Understanding Embryo Grading for Intended Parents
Once your embryos have been created your first question to the doctor may be, “How good do the embryos look?” The answer you receive is typically referred to as the embryo’s “grade.” For many intended parents, the answer might as well be delivered in a foreign language. IVF is likely very new to you, and being told that your embryos are a 2.5 may not do much to answer your original question.
Embryo grading is determined by several factors, the first being the day in which the grade is given. Grades are typically delivered on either day 3 or day 5 of growth. Because the degree to which the embryo has developed differs drastically from day 3 to day 5, the method for grading will differ as well.
Day 3 Grading
During this phase of development, the cells divide rapidly. A dividing cell, in this phase of development, is not a growing cell. All cells at this stage will be roughly the same size, but the number of divisions within the cell may vary greatly.
As the cells divide, occasionally some of the cytoplasm, the inside of the cell, will break off and form smaller “fragments” that do not contain a nuclei and are not considered a true “cell”. These fragments occur naturally and do not immediately suggest poor embryo quality.
Day 3 cells are graded based on the number of cell divisions visible relative to the number of fragments that are visible. Typically, doctors hope to see between 6-10 equally sized cells and an absence of fragments in an ideal day 3 embryo.
The grading scale will continue to look at cell divisions and fragmentations and assign a numerical grade between 1-4. Doctors expect embryos with a grade of 1-2.5 to have the most likely chance of continuing to develop into a day 5 blastocyst.
Day 5 Grading
Most doctors will wait to issue a grade until the embryo reaches the blastocyst stage on day 5 of development. While cells are continuing to divide, they are now also growing in volume. This means that they may outgrow their “shell” and begin to hatch in preparation for implantation into the uterine lining.
Another part of development on day 5 is that there are now two types of cells present. The inner cell mass (ICM) which will eventually turn into the fetus, and the Trophectoderm Epithelium (TE) which will eventually form necessary tissues needed for pregnancy, including the placenta. Doctors will be looking for both types of cells and judging their appearance when issuing a day 5 embryo grade. Other considerations include the fluid cavity between the two cell types and how much the embryo has expanded.

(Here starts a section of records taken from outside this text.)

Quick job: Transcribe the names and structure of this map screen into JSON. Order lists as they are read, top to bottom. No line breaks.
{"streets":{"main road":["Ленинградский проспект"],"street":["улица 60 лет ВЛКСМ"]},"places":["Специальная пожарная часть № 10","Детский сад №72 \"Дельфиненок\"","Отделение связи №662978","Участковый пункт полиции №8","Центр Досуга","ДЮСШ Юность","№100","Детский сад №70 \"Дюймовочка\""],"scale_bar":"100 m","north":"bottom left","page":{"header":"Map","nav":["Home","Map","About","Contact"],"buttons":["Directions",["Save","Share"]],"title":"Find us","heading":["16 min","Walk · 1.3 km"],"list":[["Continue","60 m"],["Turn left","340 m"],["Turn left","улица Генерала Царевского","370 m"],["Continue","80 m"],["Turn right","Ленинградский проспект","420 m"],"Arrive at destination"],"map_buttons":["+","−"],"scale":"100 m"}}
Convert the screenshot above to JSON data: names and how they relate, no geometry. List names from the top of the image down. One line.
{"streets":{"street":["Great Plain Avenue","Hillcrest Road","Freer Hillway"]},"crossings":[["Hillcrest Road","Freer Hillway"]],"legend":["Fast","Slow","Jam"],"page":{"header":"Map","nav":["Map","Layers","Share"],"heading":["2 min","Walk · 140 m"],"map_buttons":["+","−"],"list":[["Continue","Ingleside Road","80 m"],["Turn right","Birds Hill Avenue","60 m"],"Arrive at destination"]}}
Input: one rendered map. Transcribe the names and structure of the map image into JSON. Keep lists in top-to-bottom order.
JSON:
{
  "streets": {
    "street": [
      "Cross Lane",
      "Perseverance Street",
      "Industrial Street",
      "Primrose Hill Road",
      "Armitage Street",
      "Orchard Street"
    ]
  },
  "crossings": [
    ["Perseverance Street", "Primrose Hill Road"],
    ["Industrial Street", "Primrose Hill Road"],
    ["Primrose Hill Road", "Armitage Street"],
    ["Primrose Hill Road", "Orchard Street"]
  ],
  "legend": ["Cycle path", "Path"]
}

Once they’ve finished evaluating the embryo, doctors will issue a letter grade to the blastocyst. Most doctors will issue a grade for each type of cell, resulting in a two letter grade. Other doctors will also give a third letter grade to correspond with the growth. As a result, the best quality day five embryo will receive a grade of “AAA” or “AA.”
Doctors then consider the grading of each component of the cell when deciding if they believe the embryo is likely to continue growing and result in a positive pregnancy. The grading system at this stage can be quite subjective and is therefore not a guarantee. Even the best graded embryos may fail to implant and grow while, embryos with a lower grade may occasionally develop into a healthy pregnancy. It is important to remember that grading is just a tool and not a promise of success.
If you find that you still have additional questions on embryo grading or how to understand the grading system, don’t be afraid to speak with your case specialist or IVF doctor.